Corriere del Mezzogiorno (Puglia)
L’indotto di Mittal all’asciutto Confindustria: pagare subito
TARANTO Confindustria ne è convinta e lo dice apertamente, i sindacati si nutrono di briciole di speranza e chiedono ancora una volta chiarezza sul futuro. Ma l’idea che ArcelorMittal abbandonerà Taranto a fine novembre, pagando la caparra penitenziale di 500 milioni prevista dall’accordo siglato ai primi di marzo con i commissari straordinari di Ilva, va radicandosi in molti ambienti.
«Ad ArcelorMittal non interessa più che questo stabilimento sia produttivo – ha dichiarato ieri il presidente di Confindustria Taranto Antonio Marinaro - scarica tutte le crisi, mondiali, commerciali e di mercato, su Taranto». Il numero uno degli industriali ionici aggiunge: «È emerso chiaramente il suo disimpegno.
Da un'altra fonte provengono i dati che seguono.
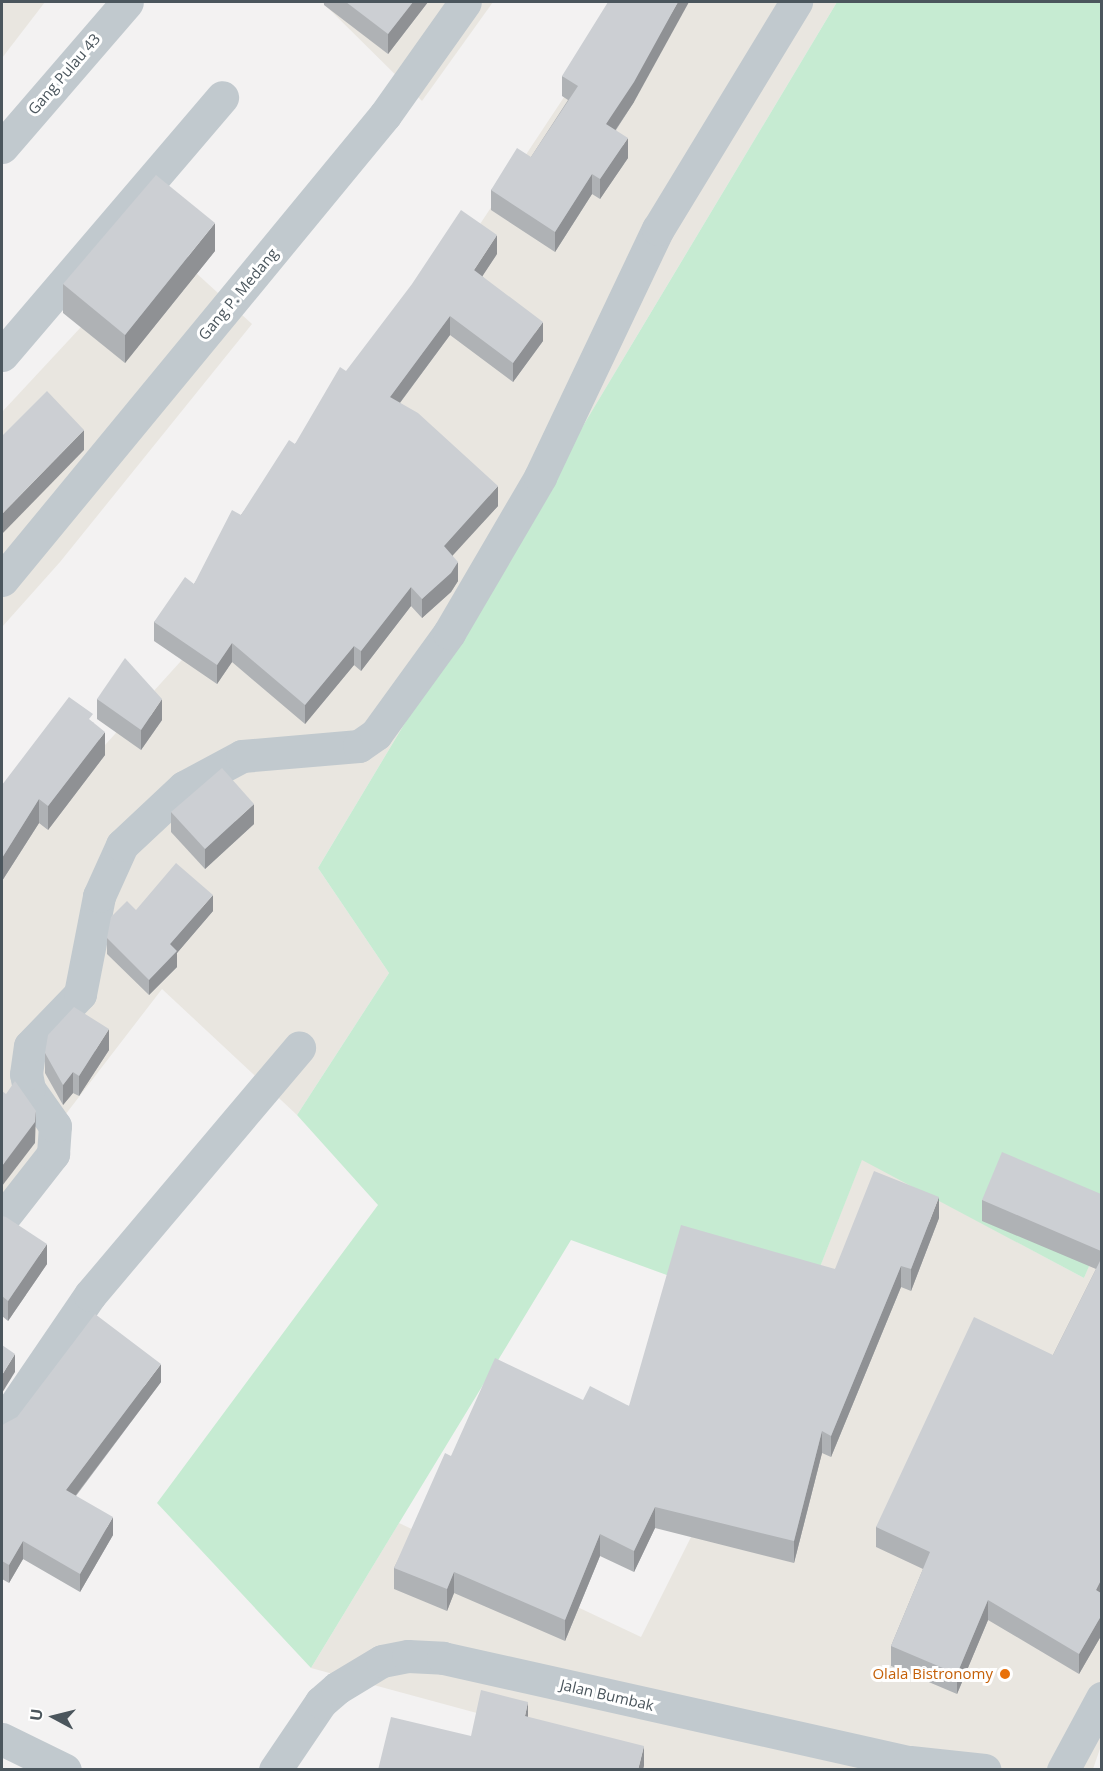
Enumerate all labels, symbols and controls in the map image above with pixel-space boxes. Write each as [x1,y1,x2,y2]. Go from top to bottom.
street label: Gang Pulau 43 [24,30,104,118]
street label: Gang P. Medang [194,245,282,343]
place label: Olala Bistronomy [872,1665,993,1683]
marker: Olala Bistronomy [998,1667,1012,1681]
street label: Jalan Bumbak [558,1675,656,1715]
north arrow [24,1687,84,1747]
text: U [24,1707,48,1722]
Ci ha detto: signori delle imprese, non possiamo pagarvi perché i nostri clienti non ci pagano, non ci chiamano e non c’è mercato. Vi potremo pagare nella misura in cui queste condizioni muteranno. Se faremo liquidità e se avremo cassa». Una situazione così drammatica da spingere Marinaro, nella videoconferenza organizzata dal prefetto Demetrio Martino, a chiedere al commissario straordinario di Ilva Antonio Lupo, proprietaria dello stabilimento, «di riprendere possesso degli impianti».
L’emergenza Covid ha dato il colpo di grazia, per Antonio Talò (Uilm) l’assist, a una situazione già molto difficile a causa della crisi del mercato dell’acciaio che da più di un anno ha sottoposto lo stabilimento tarantino a uno stress produttivo enorme. L’azienda ha bloccato i cantieri legati agli interventi ambientali, non fa manutenzione, ha smesso di pagare le ditte dell’indotto, non riceve nuove commesse. Tutto è fermo e non si parla più di nuovo piano industriale.
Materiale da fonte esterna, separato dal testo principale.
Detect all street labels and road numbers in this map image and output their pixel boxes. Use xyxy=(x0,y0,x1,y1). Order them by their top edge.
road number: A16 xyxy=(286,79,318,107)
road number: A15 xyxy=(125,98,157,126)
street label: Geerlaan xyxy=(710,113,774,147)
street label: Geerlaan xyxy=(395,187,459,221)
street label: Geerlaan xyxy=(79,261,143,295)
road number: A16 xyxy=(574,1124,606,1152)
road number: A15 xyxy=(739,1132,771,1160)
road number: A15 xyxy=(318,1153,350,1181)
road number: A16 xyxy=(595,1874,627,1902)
La cassa integrazione Covid riguarda la totalità dei dipendenti. Un big dell’acciaio come ArcelorMittal marcia a Taranto su livelli produttivi così bassi che tenere aperto lo stabilimento non è remunerativo. La multinazionale, tranne che negli appuntamenti istituzionali, ha rinunciato a dialogare con il territorio lasciando intendere di essere completamente disinteressata a ogni tipo di interlocuzione. Loris Pascucci, direttore dello stabilimento tarantino, ha ammesso che «il futuro è nero, viviamo una situazione difficilissima, la crisi del mercato siderurgico e l’emergenza Covid non sono affatto superate, servono in questo momento prudenza e cautela». Né la riapertura di alcuni reparti dell’area a freddo per portare a termine alcuni impegni, con il rientro in fabbrica di 630 lavoratori, è indizio di ripresa del mercato.
Lo ha detto chiaramente Vincenzo Laneve, coordinatore di fabbrica della Fim Cisl, secondo il quale «non sono nuovi ordini di lavoro. ArcelorMittal non è per niente ripartita, non c’è ripresa, l’azienda sta solo eseguendo gli ordini, le commesse che aveva avuto prima del coronavirus e che, a causa della pandemia, non aveva potuto eseguire».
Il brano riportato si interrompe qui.